Reproduce the records below exactly; the images should not appear.

··· EXERCISE INPUT

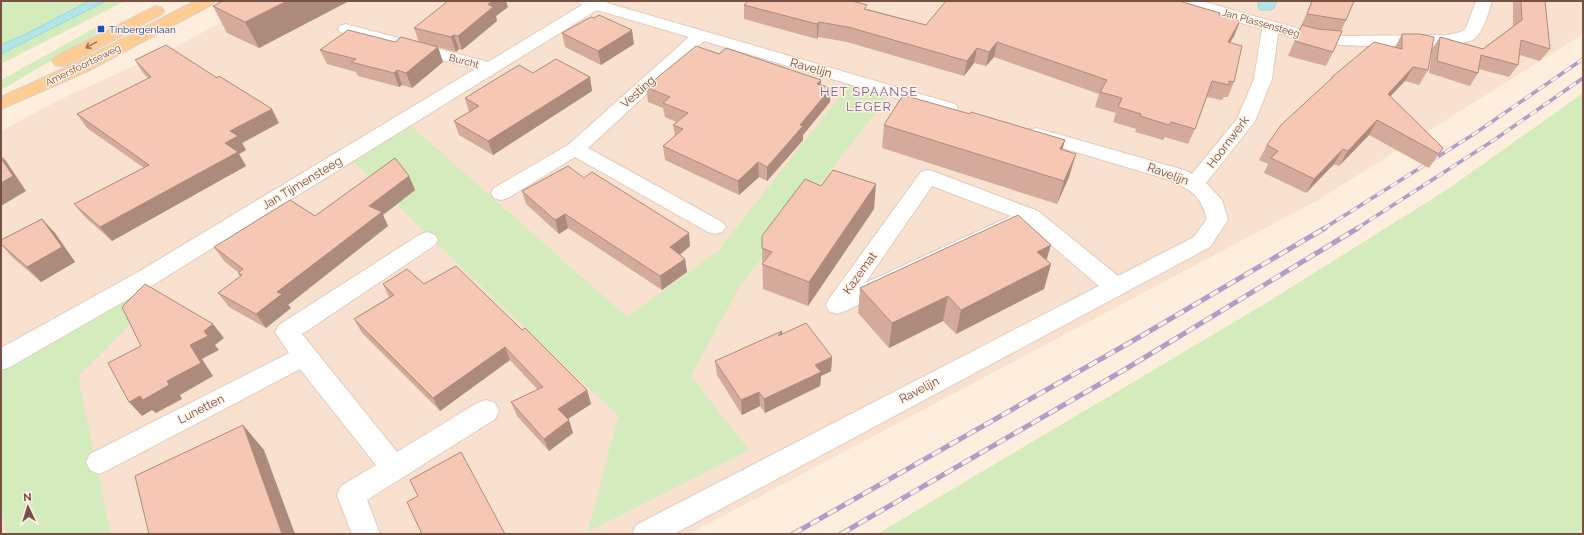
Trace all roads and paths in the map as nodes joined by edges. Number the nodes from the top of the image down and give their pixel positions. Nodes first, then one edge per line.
1 (175, 1) edge
2 (207, 1) edge
3 (1184, 1) edge
4 (1243, 1) edge
5 (1484, 1) edge
6 (593, 2) edge
7 (1240, 17) junction
8 (1271, 26) junction
9 (346, 29) edge
10 (701, 35) junction
11 (490, 68) junction
12 (1, 98) edge
13 (1, 104) edge
14 (970, 114) edge
15 (1016, 128) edge
16 (575, 149) junction
17 (1195, 184) junction
18 (501, 193) dead end
19 (1031, 216) junction
20 (715, 227) dead end
21 (427, 240) dead end
22 (1116, 287) junction
23 (304, 356) junction
24 (1, 360) edge
25 (486, 411) dead end
26 (99, 462) dead end
27 (394, 468) junction
28 (366, 534) edge
29 (646, 534) edge

1 -> 12 main road, Amersfoortseweg
2 - 13 main road, Amersfoortseweg
3 - 7 street, Jan Plassensteeg
4 - 7 street
5 - 8 street, Jan Plassensteeg
6 - 10 street, Ravelijn
6 - 11 street, Jan Tijmensteeg
7 - 8 street, Jan Plassensteeg
8 - 17 street, Hoornwerk
9 - 11 street, Burcht
10 - 14 street, Ravelijn
10 - 16 street, Vesting
11 - 24 street, Jan Tijmensteeg
15 - 17 street, Ravelijn
16 - 18 street, Vesting
16 - 20 street
17 - 22 street, Ravelijn
19 - 19 street, Kazemat
19 - 22 street, Kazemat
21 - 23 street
22 - 29 street, Ravelijn
23 - 26 street, Lunetten
23 - 27 street
25 - 27 street
27 - 28 street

······

EXERCISE ANSWER –
Trace all roads and paths in the map as nodes joined by edges. Number the nodes from the top of the image down and give their pixel positions. Nodes first, then one edge per line.
1 (175, 1) edge
2 (207, 1) edge
3 (1184, 1) edge
4 (1243, 1) edge
5 (1484, 1) edge
6 (593, 2) edge
7 (1240, 17) junction
8 (1271, 26) junction
9 (346, 29) edge
10 (701, 35) junction
11 (490, 68) junction
12 (1, 98) edge
13 (1, 104) edge
14 (970, 114) edge
15 (1016, 128) edge
16 (575, 149) junction
17 (1195, 184) junction
18 (501, 193) dead end
19 (1031, 216) junction
20 (715, 227) dead end
21 (427, 240) dead end
22 (1116, 287) junction
23 (304, 356) junction
24 (1, 360) edge
25 (486, 411) dead end
26 (99, 462) dead end
27 (394, 468) junction
28 (366, 534) edge
29 (646, 534) edge

1 -> 12 main road, Amersfoortseweg
2 - 13 main road, Amersfoortseweg
3 - 7 street, Jan Plassensteeg
4 - 7 street
5 - 8 street, Jan Plassensteeg
6 - 10 street, Ravelijn
6 - 11 street, Jan Tijmensteeg
7 - 8 street, Jan Plassensteeg
8 - 17 street, Hoornwerk
9 - 11 street, Burcht
10 - 14 street, Ravelijn
10 - 16 street, Vesting
11 - 24 street, Jan Tijmensteeg
15 - 17 street, Ravelijn
16 - 18 street, Vesting
16 - 20 street
17 - 22 street, Ravelijn
19 - 19 street, Kazemat
19 - 22 street, Kazemat
21 - 23 street
22 - 29 street, Ravelijn
23 - 26 street, Lunetten
23 - 27 street
25 - 27 street
27 - 28 street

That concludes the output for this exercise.